Title: AN ACT RELATING TO INSURANCE — Benefit Determination and Utilization Review Act
Status: Committee recommended measure be held for further study (04/01/2025)
Introduced: Feb 28, 2025 (House); scheduled hearing Mar 28, 2025; referred to House Health & Human Services
Effective date: Upon passage (per bill text)

Note: The legislative record provided contains an unrelated House bill (a Michigan sales‑tax amendment) that shares the same bill number in a different jurisdiction.
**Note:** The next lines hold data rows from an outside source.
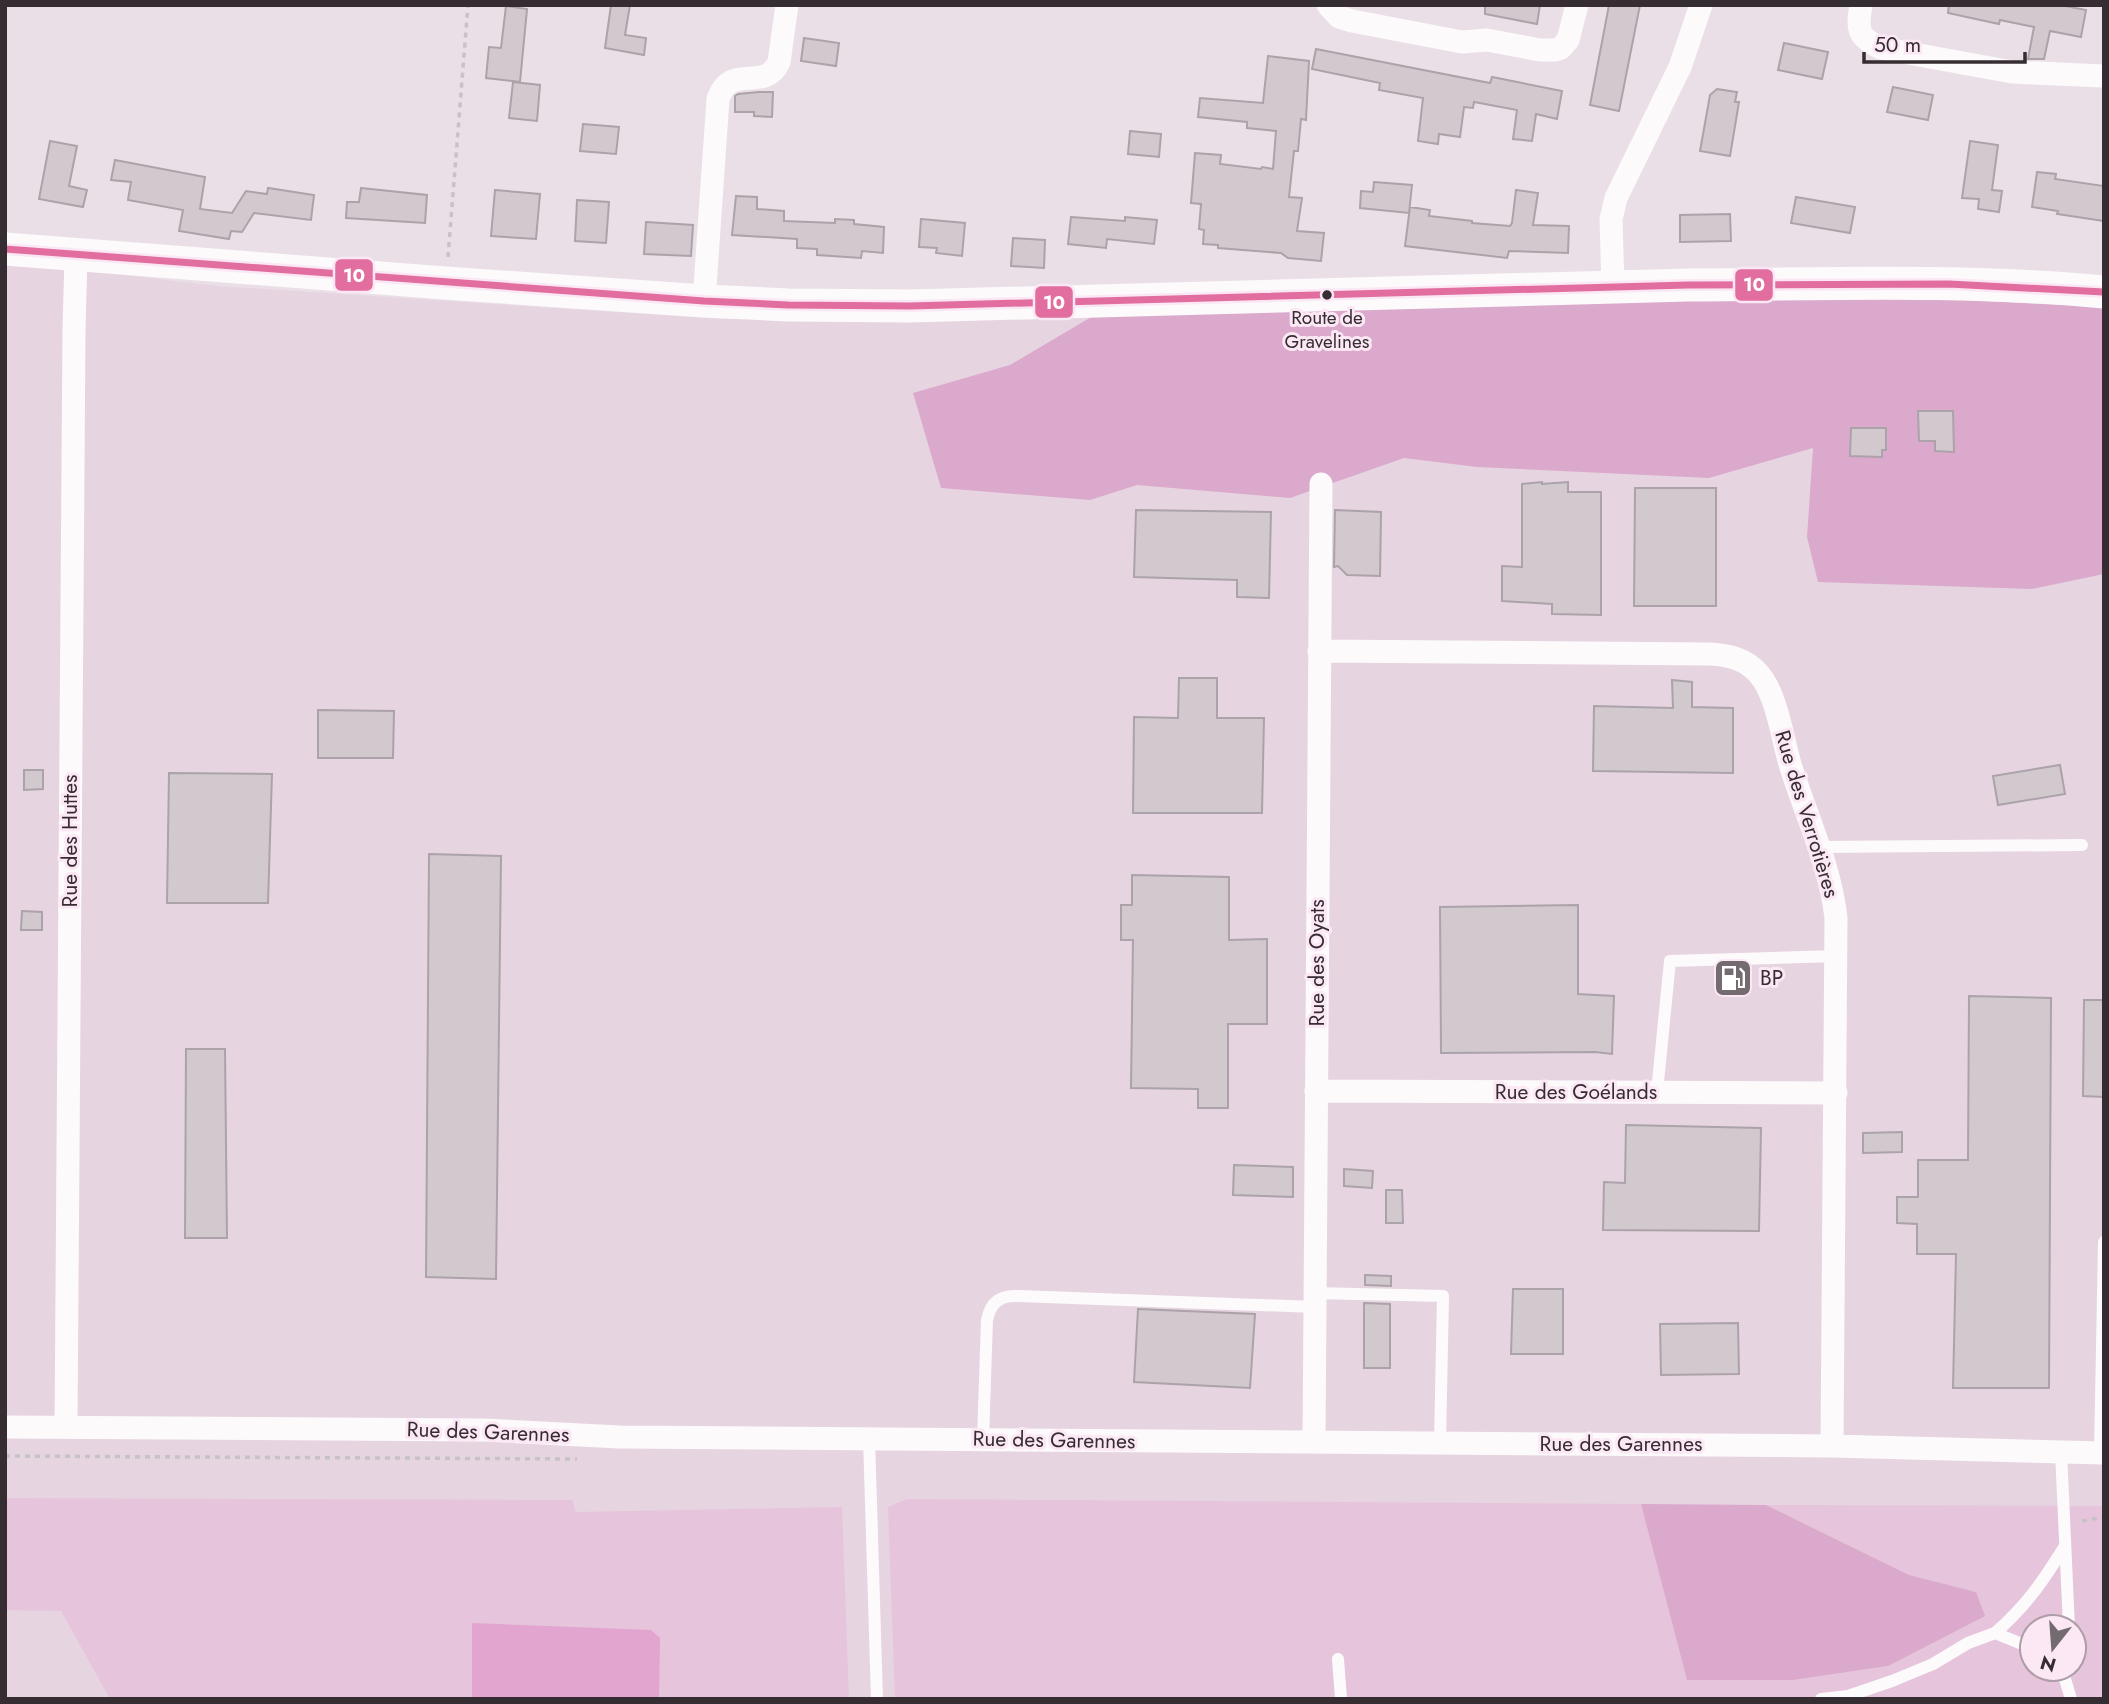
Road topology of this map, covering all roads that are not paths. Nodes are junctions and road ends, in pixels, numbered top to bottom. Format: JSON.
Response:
{"nodes":[{"id":1,"x":788,"y":5,"type":"edge"},
{"id":2,"x":1328,"y":5,"type":"edge"},
{"id":3,"x":1577,"y":5,"type":"edge"},
{"id":4,"x":1701,"y":5,"type":"edge"},
{"id":5,"x":1861,"y":5,"type":"edge"},
{"id":6,"x":2103,"y":72,"type":"edge"},
{"id":7,"x":5,"y":249,"type":"edge"},
{"id":8,"x":76,"y":256,"type":"junction"},
{"id":9,"x":1614,"y":287,"type":"junction"},
{"id":10,"x":2104,"y":292,"type":"edge"},
{"id":11,"x":704,"y":301,"type":"junction"},
{"id":12,"x":1321,"y":484,"type":"dead end"},
{"id":13,"x":1319,"y":651,"type":"junction"},
{"id":14,"x":2082,"y":845,"type":"dead end"},
{"id":15,"x":1819,"y":847,"type":"junction"},
{"id":16,"x":1837,"y":956,"type":"junction"},
{"id":17,"x":1316,"y":1091,"type":"junction"},
{"id":18,"x":1657,"y":1092,"type":"junction"},
{"id":19,"x":1836,"y":1093,"type":"junction"},
{"id":20,"x":2104,"y":1242,"type":"edge"},
{"id":21,"x":1315,"y":1300,"type":"junction"},
{"id":22,"x":66,"y":1426,"type":"junction"},
{"id":23,"x":5,"y":1427,"type":"edge"},
{"id":24,"x":869,"y":1438,"type":"junction"},
{"id":25,"x":983,"y":1439,"type":"junction"},
{"id":26,"x":1314,"y":1442,"type":"junction"},
{"id":27,"x":1440,"y":1443,"type":"junction"},
{"id":28,"x":1832,"y":1446,"type":"junction"},
{"id":29,"x":2061,"y":1452,"type":"junction"},
{"id":30,"x":2102,"y":1453,"type":"edge"},
{"id":31,"x":2065,"y":1546,"type":"junction"},
{"id":32,"x":2068,"y":1613,"type":"edge"},
{"id":33,"x":1995,"y":1633,"type":"junction"},
{"id":34,"x":2018,"y":1642,"type":"edge"},
{"id":35,"x":1338,"y":1659,"type":"dead end"},
{"id":36,"x":877,"y":1699,"type":"edge"},
{"id":37,"x":1341,"y":1699,"type":"edge"},
{"id":38,"x":1821,"y":1699,"type":"edge"}],
"edges":[{"from":1,"to":11,"type":"street"},
{"from":2,"to":3,"type":"street"},
{"from":4,"to":9,"type":"street"},
{"from":5,"to":6,"type":"street"},
{"from":7,"to":8,"type":"main road"},
{"from":8,"to":11,"type":"main road"},
{"from":8,"to":22,"type":"street","name":"Rue des Huttes"},
{"from":9,"to":10,"type":"main road"},
{"from":9,"to":11,"type":"main road"},
{"from":12,"to":13,"type":"street","name":"Rue des Oyats"},
{"from":13,"to":15,"type":"street","name":"Rue des Verrotières"},
{"from":13,"to":17,"type":"street","name":"Rue des Oyats"},
{"from":14,"to":15,"type":"lane"},
{"from":15,"to":16,"type":"street","name":"Rue des Verrotières"},
{"from":16,"to":18,"type":"lane"},
{"from":16,"to":19,"type":"street","name":"Rue des Verrotières"},
{"from":17,"to":18,"type":"street","name":"Rue des Goélands"},
{"from":17,"to":21,"type":"street","name":"Rue des Oyats"},
{"from":18,"to":19,"type":"street","name":"Rue des Goélands"},
{"from":19,"to":28,"type":"street","name":"Rue des Verrotières"},
{"from":20,"to":30,"type":"lane"},
{"from":21,"to":25,"type":"lane"},
{"from":21,"to":26,"type":"street","name":"Rue des Oyats"},
{"from":21,"to":27,"type":"lane"},
{"from":22,"to":23,"type":"street","name":"Rue des Garennes"},
{"from":22,"to":24,"type":"street","name":"Rue des Garennes"},
{"from":24,"to":25,"type":"street","name":"Rue des Garennes"},
{"from":24,"to":36,"type":"lane"},
{"from":25,"to":26,"type":"street","name":"Rue des Garennes"},
{"from":26,"to":27,"type":"street","name":"Rue des Garennes"},
{"from":27,"to":28,"type":"street","name":"Rue des Garennes"},
{"from":28,"to":29,"type":"street","name":"Rue des Garennes"},
{"from":29,"to":30,"type":"street","name":"Rue des Garennes"},
{"from":29,"to":31,"type":"lane"},
{"from":31,"to":32,"type":"lane"},
{"from":31,"to":33,"type":"lane"},
{"from":33,"to":34,"type":"lane"},
{"from":33,"to":38,"type":"lane"},
{"from":35,"to":37,"type":"lane"}]}
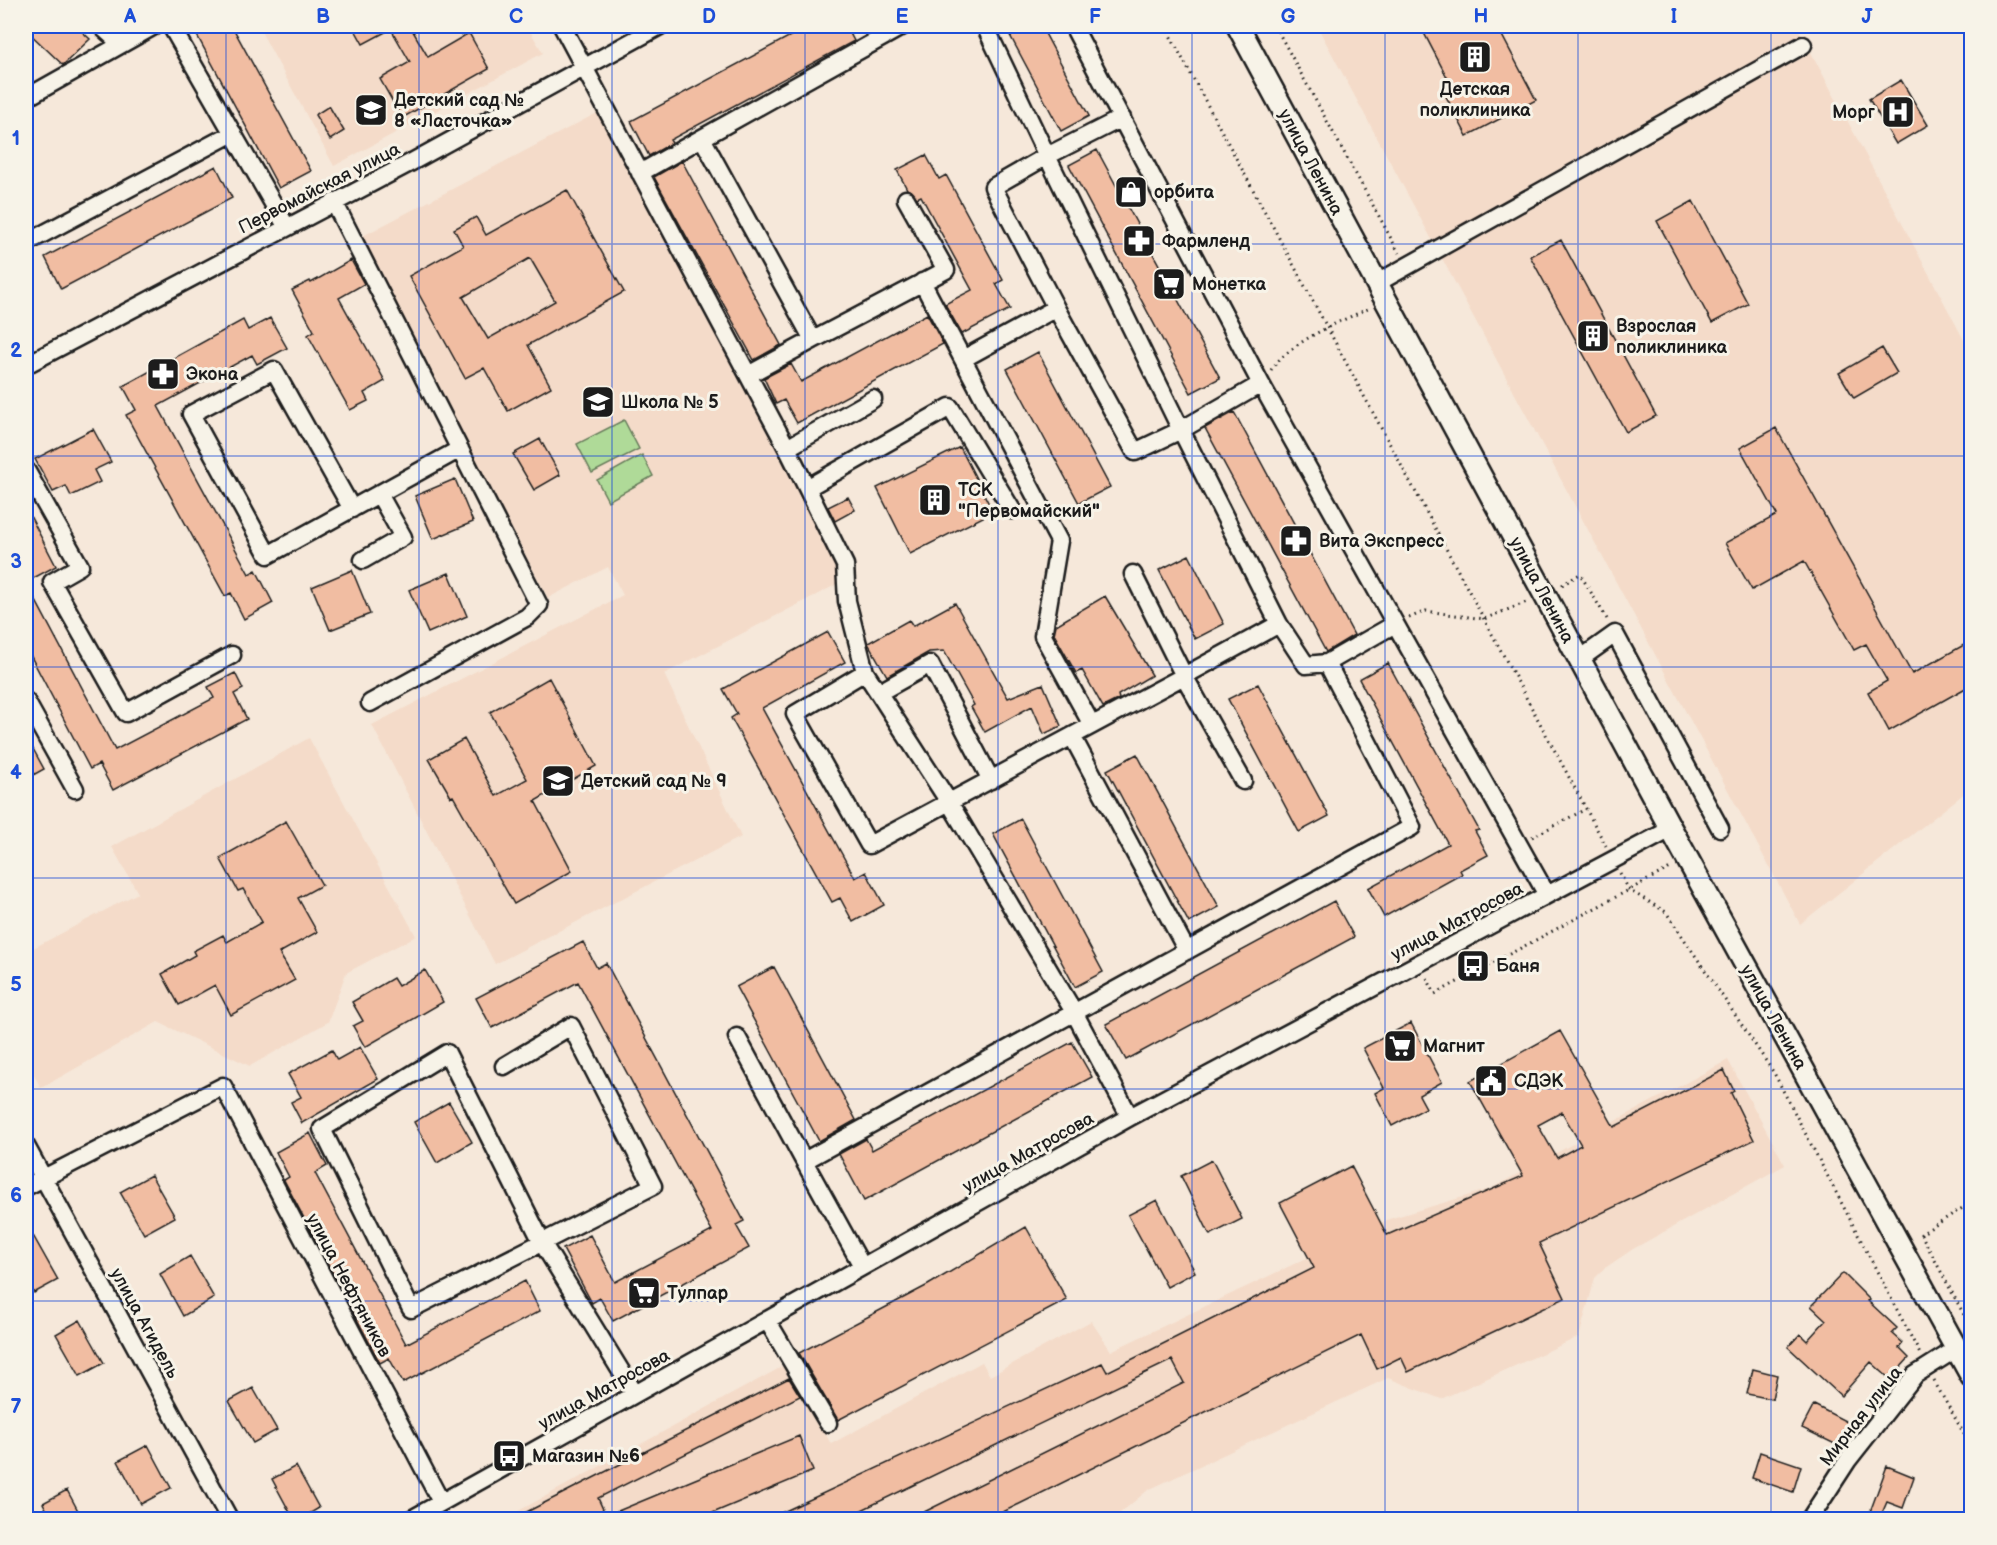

The summary below addresses the insurance/Benefit Determination and Utilization Review Act language (Rhode Island, LC002314 / HB 5862).

Main purpose and intent

The bill amends the state’s Benefit Determination and Utilization Review Act by adding a new section (27‑18.9‑16) establishing a legal presumption that any health care service or procedure authorized by a provider for a patient is “medically necessary.” Under the bill, if an insurer denies such an authorized service, the insurer bears the burden of providing justification for the denial.

Key provisions

  • Adds Section 27‑18.9‑16 to the General Laws:
    • Creates a presumption that any healthcare service or procedure authorized by a provider for a patient is medically necessary.
    • Imposes a duty on the insurance company to provide justification when it denies a provider‑authorized service or procedure.
  • Effective upon passage.

Who would be affected

  • Patients: could face fewer denials or faster dispute resolution when services already authorized by a provider.
  • Health care providers: benefit from a presumption that their authorizations reflect medical necessity, potentially reducing administrative appeals.
  • Insurers and managed care organizations: must document and justify denials of provider‑authorized services; potentially greater administrative, documentation, and review burdens.
  • State regulators and courts: may see increased complaints, administrative appeals, or litigation to define the scope of “justification” and the presumption’s application.
  • Employers/self‑funded plans: applicability may be limited by ERISA (federal preemption) for self‑insured employer plans — such plans might not be subject to state insurance mandates.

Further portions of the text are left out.